**Data records**.
--*--
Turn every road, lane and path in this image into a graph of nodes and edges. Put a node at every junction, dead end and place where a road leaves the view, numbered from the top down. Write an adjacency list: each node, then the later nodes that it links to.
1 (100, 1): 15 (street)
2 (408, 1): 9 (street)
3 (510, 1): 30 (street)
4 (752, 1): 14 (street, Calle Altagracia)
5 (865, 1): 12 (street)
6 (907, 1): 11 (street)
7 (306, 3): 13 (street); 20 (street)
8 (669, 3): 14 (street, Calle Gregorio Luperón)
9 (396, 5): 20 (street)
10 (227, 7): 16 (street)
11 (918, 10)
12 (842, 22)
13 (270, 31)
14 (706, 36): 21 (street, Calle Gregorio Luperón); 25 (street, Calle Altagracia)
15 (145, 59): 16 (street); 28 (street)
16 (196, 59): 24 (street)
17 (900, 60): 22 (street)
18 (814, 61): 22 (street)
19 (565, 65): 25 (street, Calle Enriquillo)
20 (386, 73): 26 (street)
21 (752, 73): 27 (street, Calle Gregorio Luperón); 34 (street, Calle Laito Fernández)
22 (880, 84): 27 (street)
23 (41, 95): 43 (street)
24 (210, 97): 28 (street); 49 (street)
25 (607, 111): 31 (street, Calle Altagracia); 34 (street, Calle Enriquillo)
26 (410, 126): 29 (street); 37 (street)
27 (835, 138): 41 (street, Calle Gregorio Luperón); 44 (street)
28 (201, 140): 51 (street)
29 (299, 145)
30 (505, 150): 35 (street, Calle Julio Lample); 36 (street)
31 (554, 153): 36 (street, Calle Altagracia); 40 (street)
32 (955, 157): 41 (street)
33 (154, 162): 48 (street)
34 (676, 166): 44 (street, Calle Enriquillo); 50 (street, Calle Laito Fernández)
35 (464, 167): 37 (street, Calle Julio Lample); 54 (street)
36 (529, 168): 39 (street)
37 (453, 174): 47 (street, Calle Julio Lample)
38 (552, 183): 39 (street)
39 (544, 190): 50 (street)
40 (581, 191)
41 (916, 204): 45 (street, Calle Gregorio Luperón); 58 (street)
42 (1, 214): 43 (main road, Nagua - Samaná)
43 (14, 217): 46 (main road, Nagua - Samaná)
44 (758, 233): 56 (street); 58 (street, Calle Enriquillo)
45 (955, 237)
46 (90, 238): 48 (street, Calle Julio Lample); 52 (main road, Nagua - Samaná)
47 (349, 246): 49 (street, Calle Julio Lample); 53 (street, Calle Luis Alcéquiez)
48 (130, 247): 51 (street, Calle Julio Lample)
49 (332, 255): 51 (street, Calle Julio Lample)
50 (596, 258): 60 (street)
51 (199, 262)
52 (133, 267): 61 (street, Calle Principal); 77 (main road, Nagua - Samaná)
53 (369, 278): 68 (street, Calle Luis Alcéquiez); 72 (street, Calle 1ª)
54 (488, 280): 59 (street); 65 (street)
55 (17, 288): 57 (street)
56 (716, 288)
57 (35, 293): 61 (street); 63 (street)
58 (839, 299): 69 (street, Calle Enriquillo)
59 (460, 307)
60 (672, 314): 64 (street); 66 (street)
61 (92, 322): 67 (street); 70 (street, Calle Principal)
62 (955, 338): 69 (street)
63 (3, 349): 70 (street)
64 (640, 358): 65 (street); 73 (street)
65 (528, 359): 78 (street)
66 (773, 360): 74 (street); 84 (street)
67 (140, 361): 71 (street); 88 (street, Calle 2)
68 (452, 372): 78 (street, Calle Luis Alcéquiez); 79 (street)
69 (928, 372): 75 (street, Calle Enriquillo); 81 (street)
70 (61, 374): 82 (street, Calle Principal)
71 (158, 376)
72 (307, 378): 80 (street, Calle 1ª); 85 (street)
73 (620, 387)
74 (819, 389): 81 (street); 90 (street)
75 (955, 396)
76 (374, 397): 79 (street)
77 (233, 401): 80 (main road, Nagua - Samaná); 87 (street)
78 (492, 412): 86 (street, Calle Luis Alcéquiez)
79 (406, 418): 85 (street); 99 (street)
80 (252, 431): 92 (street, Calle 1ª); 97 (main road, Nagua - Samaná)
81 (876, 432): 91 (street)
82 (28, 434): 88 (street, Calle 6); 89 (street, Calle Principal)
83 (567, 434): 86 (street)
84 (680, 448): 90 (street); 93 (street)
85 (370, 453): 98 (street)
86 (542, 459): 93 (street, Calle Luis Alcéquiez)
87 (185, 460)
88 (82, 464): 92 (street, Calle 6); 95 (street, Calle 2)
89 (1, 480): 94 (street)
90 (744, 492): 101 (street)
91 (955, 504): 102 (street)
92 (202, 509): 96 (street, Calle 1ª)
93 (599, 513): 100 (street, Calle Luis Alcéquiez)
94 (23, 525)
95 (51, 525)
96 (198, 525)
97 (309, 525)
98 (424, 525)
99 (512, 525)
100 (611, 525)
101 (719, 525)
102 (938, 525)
--*--
**Your task**.
Count up the lines in the records where the string "Alcéquiez" appears. Your reply is that number alone.

**Reply**.
6